# Kenmure Castle/mansion/hotel



## vogelport (Mar 2, 2010)

My first explore in ages! My wife, daughter and I went for a short break in Scotland and explored this little gem. 


Situated near New Galloway, Scotland. The building dates from the medieval ages, but has been burned and rebuilt and extended a number of times since. It was burnt in the times of Mary, Queen of Scots and again by Robert Cromwell. 
It was converted to a Mansion in 19th century and was the seat of the Viscount of Kenmure, and the seat of the Gordon family and the Gordon Lairds of Lochinvar. 

Finally it was converted in to a hotel, then a decade or so later, sold to a demolition contractor who stripped it of its fittings and left it as a ruin in the 1960's. :mad2:

Entrance to walled garden






Steps to the castle





standing in the courtyard





through a window





ruin





Iron weight brace from upper floors





Original staircase, 16th century





Upstairs looking down at 'new' part of building





corridor in the cellars





Meathook





another original part of the castle





strange stone carving around windows















view of the castle from the other side. (poor quality but the only one i have, sorry)


----------



## boxfrenzy (Mar 2, 2010)

I love that place. Castles are great. Nice work indeed.


----------



## scribble (Mar 3, 2010)

I love the little grotesque! That pediment just standing up above the wall is amazing. What an interesting place.


----------



## pricejs (Mar 3, 2010)

Wow, that is some place. Nice to see thar exploring can be a family activity


----------



## vogelport (Mar 4, 2010)

pricejs said:


> Wow, that is some place. Nice to see thar exploring can be a family activity



Exploring can be a family activity. lol. if you look at picture 3, that blue and pink object in the picture is my 1 yr old daughter in a backpack. lol. left her outside the castle with my wife though, wouldnt take her into a structure so unstable. Possibly derelictplaces.co.uk's youngest explorer?


----------



## vogelport (Mar 4, 2010)

Below is a tin-carved inprint of the castle. This picture was made in 1780 and gives an idea of its former glory.


----------



## hnmisty (Mar 8, 2010)

Where did the spiral stairs go? I have a thing for stairs like that 
What's the tiny door-like thing to the left of the gates to the garden?
An amazing place, always wish I could travel back in time to see places like this in their glory


----------



## Foxylady (Mar 8, 2010)

Gorgeous place. So many nice things to see. Love the walled garden entrance pic...beautiful gates...and interesting to see the wall rubble infill.
Fabulous find.


----------



## vogelport (Mar 8, 2010)

hnmisty said:


> Where did the spiral stairs go?

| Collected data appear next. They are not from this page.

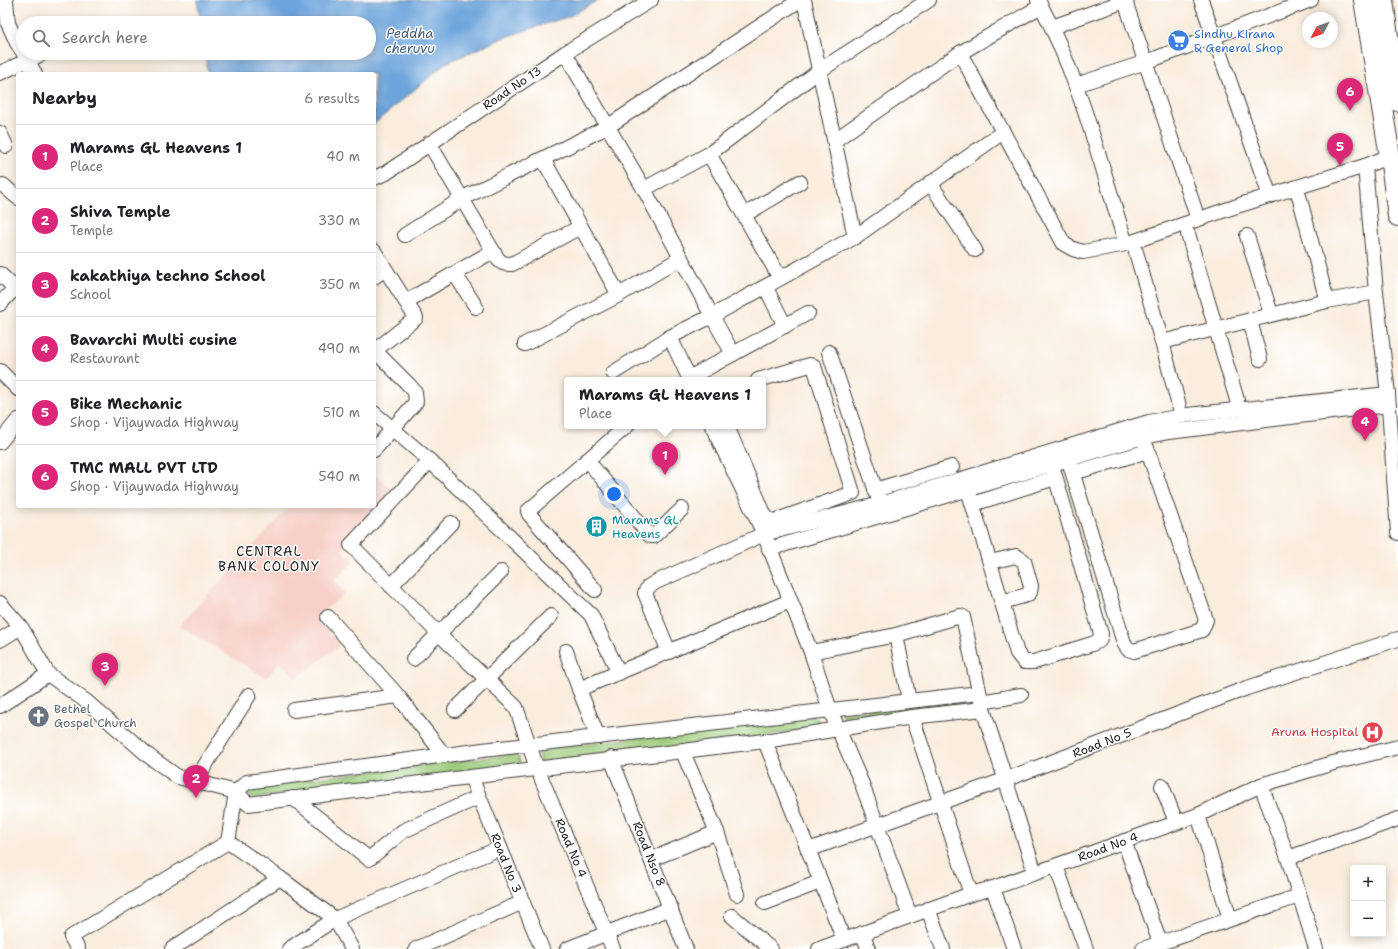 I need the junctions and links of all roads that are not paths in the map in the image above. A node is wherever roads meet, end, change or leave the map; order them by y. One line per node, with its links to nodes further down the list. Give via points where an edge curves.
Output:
1 (651, 0): 15 (street, Road No 13)
2 (800, 0): 25 (street)
3 (804, 0): 20 (street)
4 (929, 0): 20 (street)
5 (1126, 0): 12 (street); 19 (street)
6 (1201, 0): 13 (street)
7 (1311, 0): 13 (street)
8 (1364, 0): 32 (highway)
9 (1383, 0): 24 (highway)
10 (1039, 3): 12 (street); 16 (street)
11 (4, 6): 14 (street)
12 (1052, 27): 23 (street)
13 (1213, 36): 19 (street); 39 (street)
14 (16, 41)
15 (565, 53): 25 (street); 28 (street, Road No 13)
16 (960, 53): 26 (street); 27 (street)
17 (18, 60): 22 (street)
18 (28, 60): 21 (street)
19 (1146, 62): 23 (street); 44 (street)
20 (819, 71): 27 (street); 29 (street)
21 (34, 72)
22 (0, 73)
23 (1076, 85): 50 (street)
24 (1396, 100)
25 (607, 127): 30 (street); 37 (street)
26 (1003, 132): 35 (street); 50 (street, via 1064,244 1083,252)
27 (835, 140): 49 (street)
28 (429, 143): 33 (street, Road No 13); 41 (street)
29 (709, 154): 37 (street); 42 (street)
30 (543, 159): 41 (street); 45 (street)
31 (1365, 166): 32 (street); 39 (street); 62 (street)
32 (1391, 166): 43 (highway)
33 (376, 177)
34 (800, 182): 42 (street)
35 (930, 183): 49 (street); 51 (street)
36 (3, 185): 38 (street)
37 (644, 189): 54 (street)
38 (16, 196)
39 (1270, 196): 44 (street)
40 (1299, 196): 65 (street)
41 (463, 198): 47 (street); 52 (street)
42 (744, 215): 58 (street)
43 (1398, 216)
44 (1198, 219): 50 (street)
45 (580, 227): 52 (street, via 512,264 505,265); 63 (street)
46 (1188, 234): 73 (street)
47 (406, 235)
48 (1248, 236): 69 (street)
49 (854, 237): 58 (street)
50 (1131, 248): 75 (street)
51 (975, 250)
52 (493, 251): 57 (street)
53 (376, 258): 55 (street)
54 (682, 258): 63 (street); 70 (street)
55 (380, 273): 64 (street)
56 (0, 274): 59 (street)
57 (455, 274): 64 (street); 67 (street)
58 (780, 278): 60 (street)
59 (16, 287)
60 (766, 288): 70 (street); 72 (street)
61 (16, 289): 66 (street)
62 (1376, 292): 65 (street); 89 (street)
63 (619, 295): 76 (street)
64 (407, 301): 77 (street, via 416,318)
65 (1327, 301): 69 (street)
66 (0, 304)
67 (476, 308)
68 (808, 313): 72 (street)
69 (1271, 314): 71 (street)
70 (712, 316): 74 (street); 80 (street)
71 (1250, 320): 73 (street); 81 (street)
72 (785, 326): 80 (street)
73 (1217, 329): 75 (street); 88 (street)
74 (670, 337): 83 (street); 84 (street)
75 (1162, 342): 90 (street)
76 (526, 344)
77 (376, 348)
78 (376, 352): 94 (street, via 415,392 416,402 413,408)
79 (829, 352): 108 (street)
80 (733, 354): 85 (street)
81 (1260, 359)
82 (0, 371): 87 (street)
83 (613, 373)
84 (688, 377)
85 (693, 377)
86 (766, 378): 112 (street, via 814,366 853,489 851,495)
87 (16, 387)
88 (1237, 400)
89 (1388, 400): 93 (street); 115 (street)
90 (1179, 406)
91 (376, 415): 94 (street)
92 (16, 422): 99 (street)
93 (1164, 426): 98 (street); 102 (street, via 1149,422)
94 (393, 428): 100 (street); 104 (street)
95 (624, 429): 103 (street)
96 (713, 429): 116 (street)
97 (728, 429): 114 (street, via 765,516 768,520)
98 (1143, 438): 101 (street); 102 (street)
99 (0, 442)
100 (376, 448)
101 (1148, 451): 107 (street); 107 (street, via 1206,620 1202,630 1134,651 1128,649 1124,643)
102 (1067, 454): 106 (street); 107 (street); 109 (street)
103 (587, 460): 111 (street, via 650,536 654,536); 122 (street, via 528,511)
104 (430, 461): 121 (street, Road No 4, via 351,545); 137 (street, via 591,615)
105 (952, 467): 108 (street)
106 (1053, 472): 109 (street); 124 (street, via 1101,634 1099,641 1034,662 1024,662 1016,653)
107 (1073, 473)
108 (876, 490): 110 (street)
109 (969, 491): 110 (street); 119 (street)
110 (882, 509): 112 (street); 117 (street)
111 (682, 510)
112 (795, 520): 114 (street)
113 (451, 523): 121 (street)
114 (781, 524): 116 (street); 117 (street)
115 (1398, 533)
116 (764, 534): 118 (street); 134 (street, via 648,587 645,593)
117 (788, 544): 118 (street)
118 (769, 549): 123 (street)
119 (990, 562): 124 (street); 124 (street, via 1016,556 1024,561 1031,586 1030,592)
120 (501, 572): 129 (street)
121 (392, 586): 129 (street, Road No 4)
122 (595, 590)
123 (790, 601): 134 (street); 135 (street)
124 (1002, 602)
125 (0, 604): 128 (street)
126 (551, 616): 139 (street)
127 (328, 617): 143 (street)
128 (21, 627): 132 (street); 138 (street)
129 (438, 633): 136 (street); 139 (street, Road No 4)
130 (896, 635): 135 (street); 144 (street); 145 (street, via 963,617)
131 (1398, 639): 161 (street, Road No 5, via 1247,688)
132 (0, 640)
133 (566, 651): 140 (street)
134 (669, 652): 137 (street)
135 (810, 652): 149 (street)
136 (413, 659)
137 (619, 673): 140 (street)
138 (48, 674): 146 (street); 162 (street, via 86,702 154,760 178,777)
139 (487, 680): 148 (street); 154 (street, Road No 4, via 516,707)
140 (579, 689): 152 (street)
141 (249, 695): 162 (street)
142 (1021, 695): 145 (street)
143 (398, 696): 147 (street); 157 (street)
144 (909, 700): 145 (street); 149 (street)
145 (981, 701): 150 (street); 161 (street)
146 (0, 706)
147 (294, 710)
148 (455, 710)
149 (830, 710): 151 (street); 152 (street)
150 (912, 717): 151 (street); 168 (street)
151 (838, 728): 153 (street); 172 (street)
152 (598, 737): 154 (street)
153 (765, 741): 156 (street); 177 (street)
154 (530, 746): 157 (street); 159 (street, Road No 4)
155 (1398, 747): 163 (street, Road No 4)
156 (682, 750): 158 (street); 173 (street)
157 (444, 755): 165 (street, via 247,782)
158 (611, 758): 159 (street); 179 (street, Road Nso 8)
159 (537, 768): 160 (street); 196 (street, Road No 4)
160 (471, 777): 166 (street, Road No 3); 167 (street)
161 (1004, 780): 168 (street, Road No 5); 181 (street)
162 (194, 783): 165 (street)
163 (1261, 785): 169 (street, Road No 4); 178 (street)
164 (1162, 786): 171 (street)
165 (236, 792): 167 (street, via 248,804); 175 (street)
166 (479, 797): 167 (street, via 403,830 368,859); 176 (street, Road No 3)
167 (293, 798)
168 (939, 803): 172 (street, Road No 5); 186 (street)
169 (1198, 815): 171 (street, Road No 4); 195 (street)
170 (1398, 819): 178 (street)
171 (1176, 822): 174 (street, Road No 4)
172 (876, 825): 177 (street, Road No 5); 193 (street)
173 (717, 832): 179 (street); 185 (street)
174 (1124, 840): 180 (street, Road No 4); 199 (street)
175 (228, 842): 182 (street); 200 (street, via 71,937)
176 (500, 848): 188 (street, Road No 3); 194 (street)
177 (808, 850): 183 (street)
178 (1288, 858): 187 (street)
179 (652, 859): 190 (street, Road Nso 8)
180 (1056, 866): 181 (street, Road No 4); 214 (street)
181 (1035, 873): 184 (street, Road No 4)
182 (280, 878): 194 (street); 201 (street)
183 (820, 882): 189 (street); 198 (street)
184 (993, 888): 186 (street, Road No 4); 213 (street)
185 (737, 894)
186 (971, 894): 191 (street, Road No 4)
187 (1299, 896): 195 (street); 216 (street)
188 (523, 902): 204 (street); 205 (street, Road No 3)
189 (765, 903)
190 (671, 908): 196 (street); 208 (street, Road Nso 8)
191 (928, 909): 193 (street, Road No 4); 212 (street)
192 (732, 916): 209 (street)
193 (910, 916): 197 (street, Road No 4)
194 (335, 919): 202 (street); 203 (street)
195 (1230, 919): 199 (street)
196 (606, 933): 206 (street); 207 (street, Road No 4)
197 (863, 933): 198 (street, Road No 4); 211 (street)
198 (844, 940): 210 (street, Road No 4)
199 (1160, 943): 215 (street)
200 (78, 949)
201 (172, 949)
202 (289, 949)
203 (352, 949)
204 (416, 949)
205 (542, 949)
206 (567, 949)
207 (613, 949)
208 (686, 949)
209 (771, 949)
210 (819, 949)
211 (868, 949)
212 (943, 949)
213 (1014, 949)
214 (1086, 949)
215 (1143, 949)
216 (1316, 949)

I have a thing for stairs like that
> What's the tiny door-like thing to the left of the gates to the garden?
> An amazing place, always wish I could travel back in time to see places like this in their glory



The spiral stairs went up 2 floors then dropped off, destroyed from there upwards. i think it originally would have gone up 4 floors to the roof.

and the tiny door-like thing?






dont know!


----------